U.S. Supreme Court dismisses major privacy rights case



The Supreme Court dismissed one of the most eagerly anticipated privacy cases in recent memory.

Microsoft had been battling the US Justice Department in court for years, fighting against a government order to hand over data stored on foreign servers. The Supreme Court had taken on the case, but it dismissed it Tuesday, after the government told the justices that new legislation rendered the case moot.

The dismissal was expected since March, when President Trump signed a new law that eliminated the need for the legal battle.
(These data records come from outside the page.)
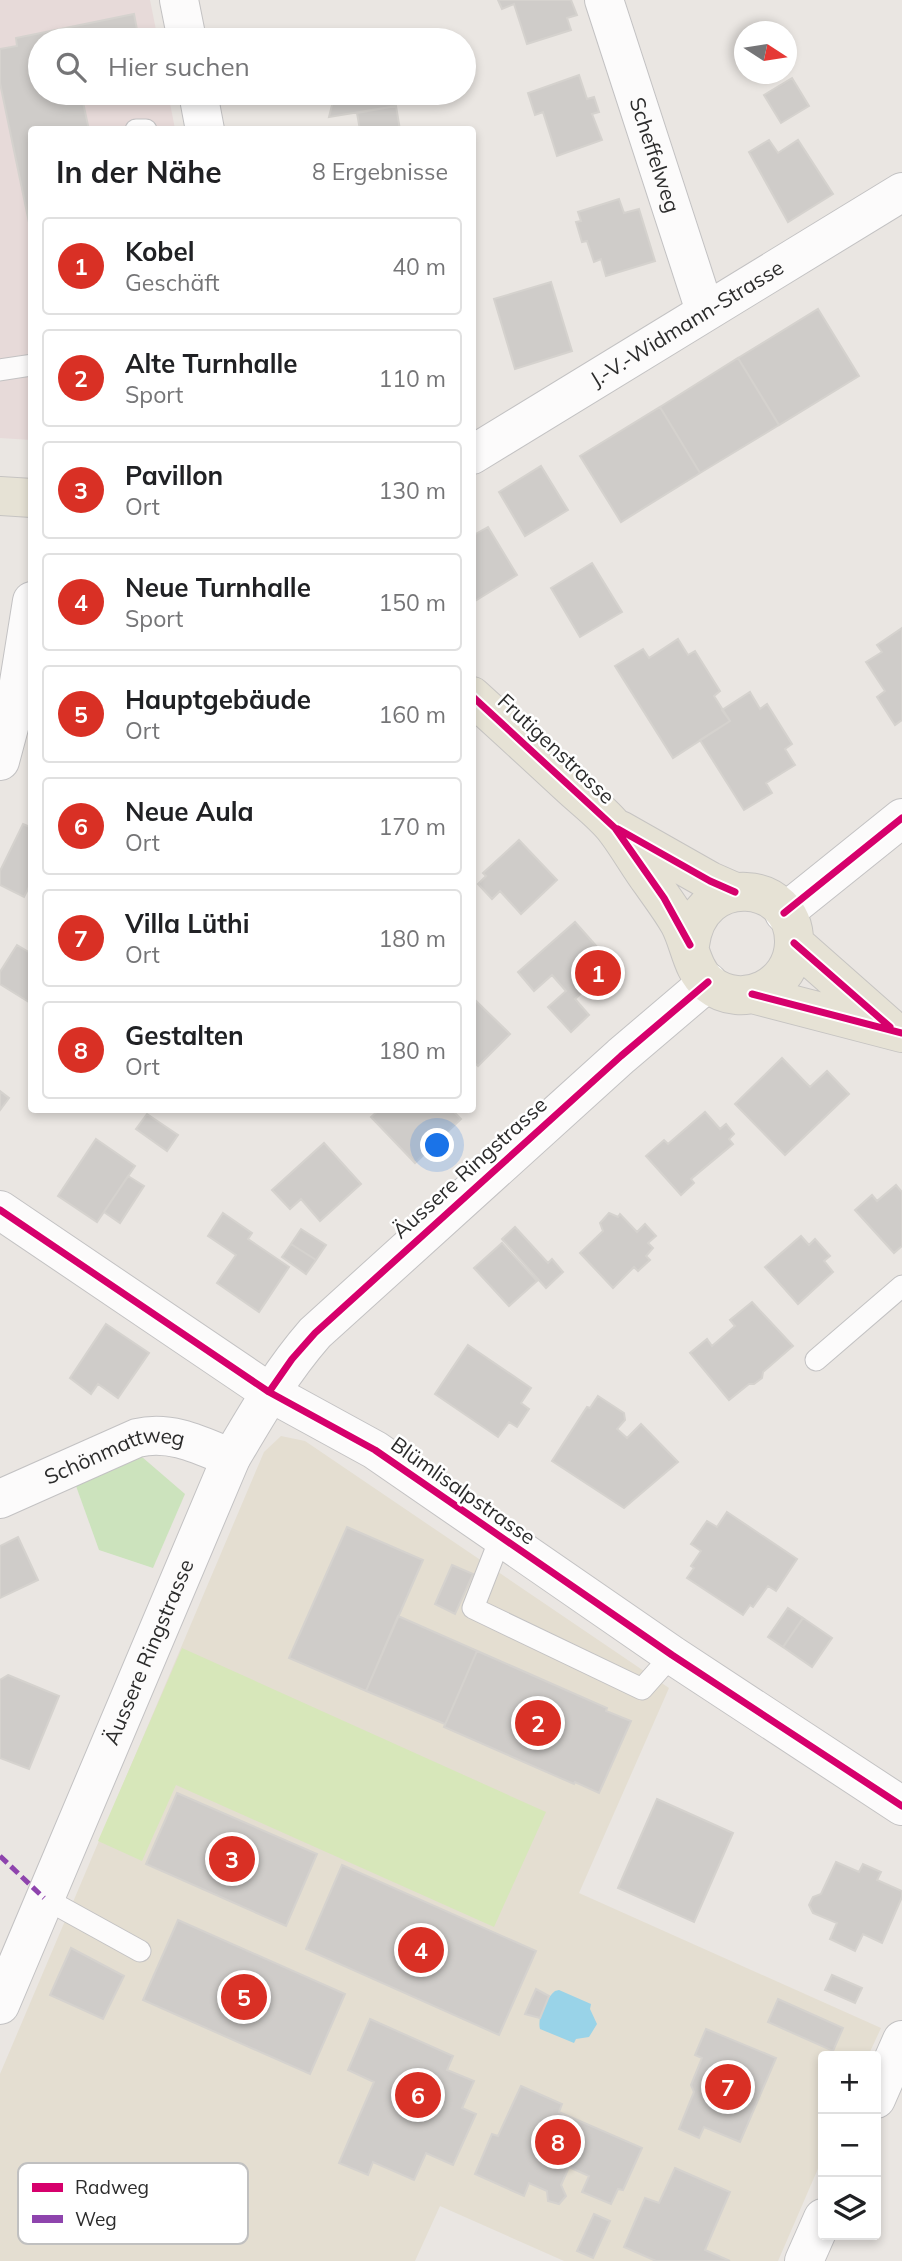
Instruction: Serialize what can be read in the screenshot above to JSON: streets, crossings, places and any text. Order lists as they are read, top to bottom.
{
  "streets": {
    "main road": ["Frutigenstrasse"],
    "street": [
      "Scheffelweg",
      "J.-V.-Widmann-Strasse",
      "Äussere Ringstrasse",
      "Schönmattweg",
      "Blümlisalpstrasse"
    ]
  },
  "crossings": [
    ["Scheffelweg", "J.-V.-Widmann-Strasse"],
    ["Frutigenstrasse", "Äussere Ringstrasse"],
    ["Äussere Ringstrasse", "Schönmattweg"],
    ["Äussere Ringstrasse", "Blümlisalpstrasse"]
  ],
  "legend": ["Radweg", "Weg"],
  "north": "right",
  "page": {
    "search": "Hier suchen",
    "heading": ["In der Nähe", "8 Ergebnisse"],
    "list": [
      {
        "mark": "1",
        "name": "Kobel",
        "note": "Geschäft",
        "value": "40 m"
      },
      {
        "mark": "2",
        "name": "Alte Turnhalle",
        "note": "Sport",
        "value": "110 m"
      },
      {
        "mark": "3",
        "name": "Pavillon",
        "note": "Ort",
        "value": "130 m"
      },
      {
        "mark": "4",
        "name": "Neue Turnhalle",
        "note": "Sport",
        "value": "150 m"
      },
      {
        "mark": "5",
        "name": "Hauptgebäude",
        "note": "Ort",
        "value": "160 m"
      },
      {
        "mark": "6",
        "name": "Neue Aula",
        "note": "Ort",
        "value": "170 m"
      },
      {
        "mark": "7",
        "name": "Villa Lüthi",
        "note": "Ort",
        "value": "180 m"
      },
      {
        "mark": "8",
        "name": "Gestalten",
        "note": "Ort",
        "value": "180 m"
      }
    ],
    "pins": [
      "1",
      "2",
      "3",
      "4",
      "5",
      "7",
      "6",
      "8"
    ],
    "map_buttons": ["+", "−"]
  }
}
The Cloud Act sets a legal structure for the United States to make agreements with other countries that give law enforcement the ability to access data stored overseas.
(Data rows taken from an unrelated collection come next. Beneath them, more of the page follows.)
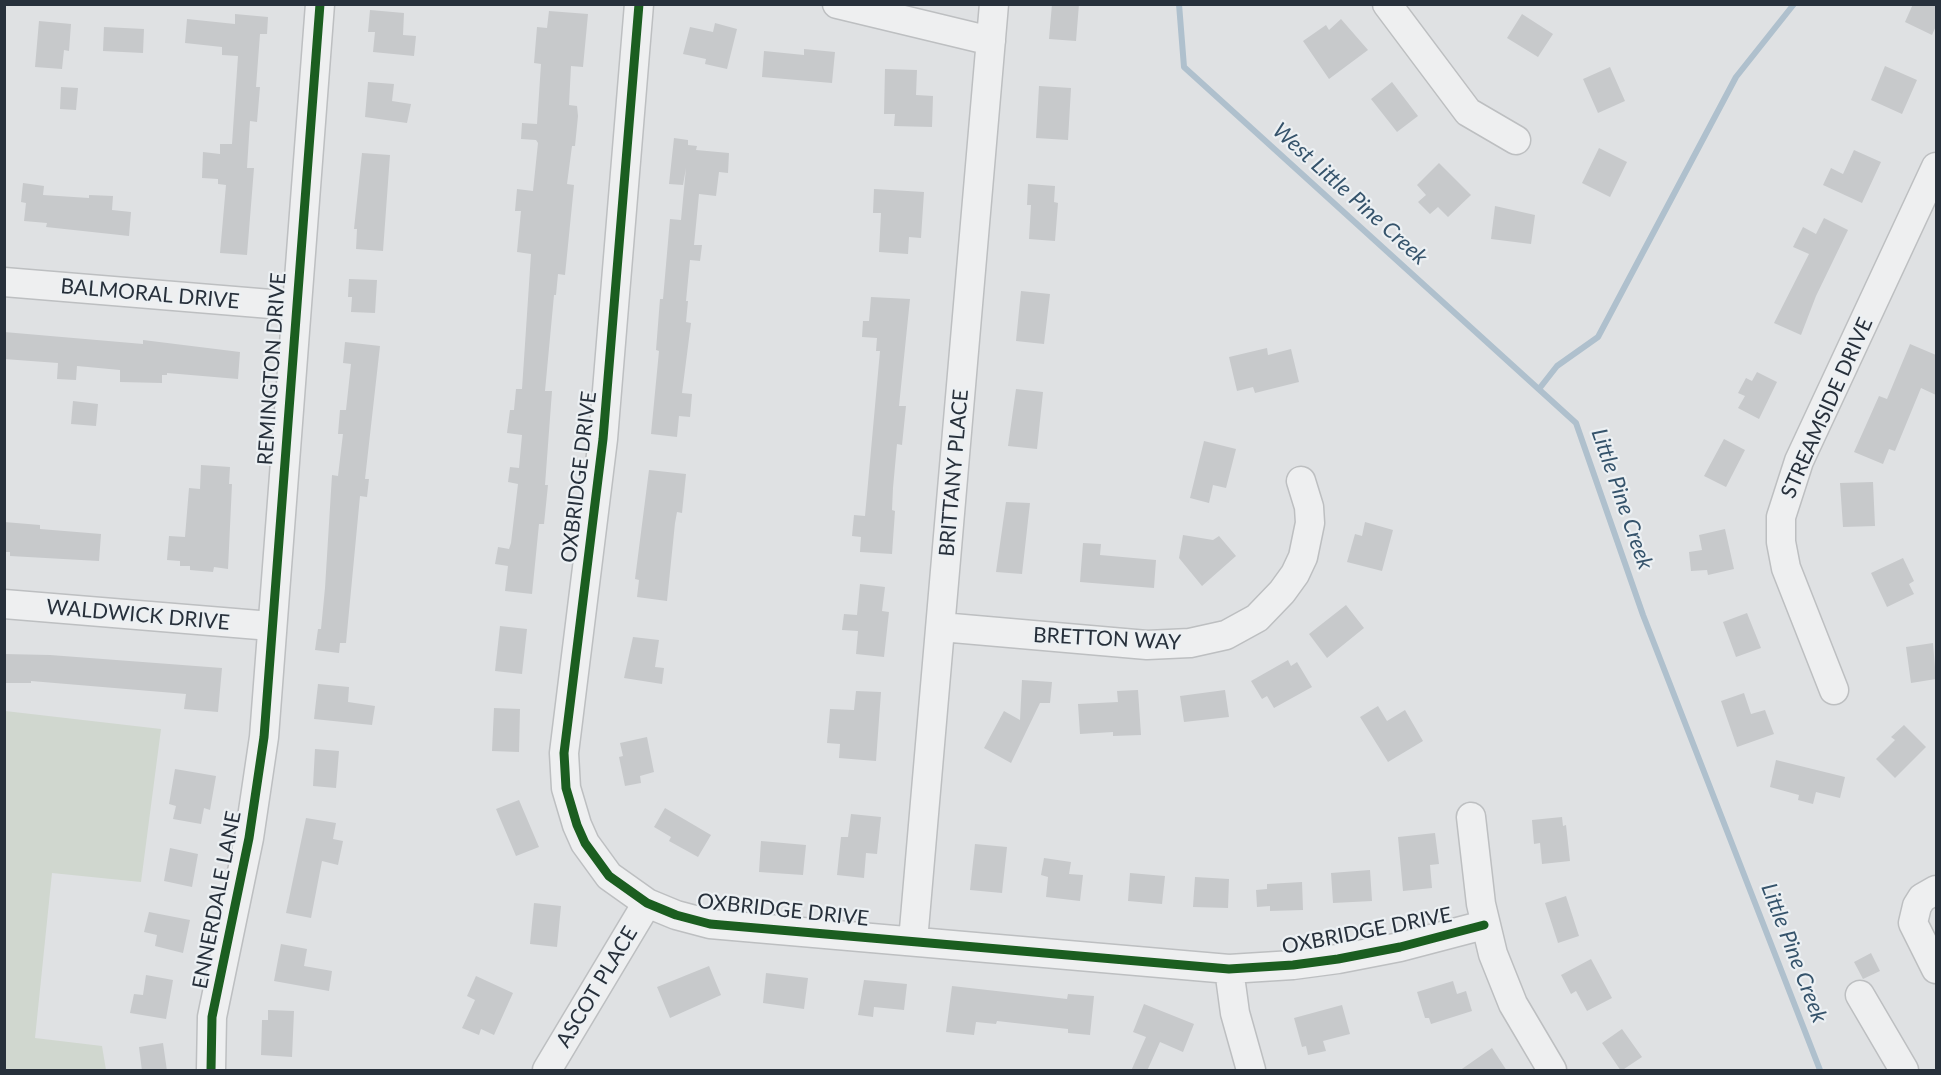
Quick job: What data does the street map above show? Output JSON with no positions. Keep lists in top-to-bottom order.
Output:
{
  "streets": {
    "street": [
      "BALMORAL DRIVE",
      "REMINGTON DRIVE",
      "STREAMSIDE DRIVE",
      "BRITTANY PLACE",
      "OXBRIDGE DRIVE",
      "WALDWICK DRIVE",
      "BRETTON WAY",
      "ENNERDALE LANE",
      "ASCOT PLACE"
    ]
  },
  "crossings": [
    ["BALMORAL DRIVE", "REMINGTON DRIVE"],
    ["REMINGTON DRIVE", "WALDWICK DRIVE"],
    ["REMINGTON DRIVE", "ENNERDALE LANE"],
    ["BRITTANY PLACE", "OXBRIDGE DRIVE"],
    ["BRITTANY PLACE", "BRETTON WAY"],
    ["OXBRIDGE DRIVE", "ASCOT PLACE"]
  ],
  "water": ["West Little Pine Creek", "Little Pine Creek"]
}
Microsoft president Brad Smith applauded the decision.

"We welcome the Supreme Court's ruling ending our case in light of the Cloud Act being signed into law," said Smith, in a statement to CNNMoney. "Our goal has always been a new law and international agreements with strong privacy protections that govern how law enforcement gathers digital evidence across borders."

In 2013, the government sought to access information from Microsoft's web-based email service as part of a drug investigation. Although Microsoft turned over information stored in the United States, it refused to produce information stored at a data center in Ireland. Lawyers for the company argued that the Stored Communications Act did not apply to information stored abroad.

Microsof, (MSFT) and other players in the tech industry, supported the Cloud Act, because it provides legal clarity for the company.

The administration now argues that the law clearly stipulates that the information should be turned over.

"[Microsoft] must produce information within its possession, custody or control, regardless of whether such information is located within or outside the United States," wrote Solicitor General Noel Francisco.

The DOJ asked the Supreme Court to abandon the case on March 31.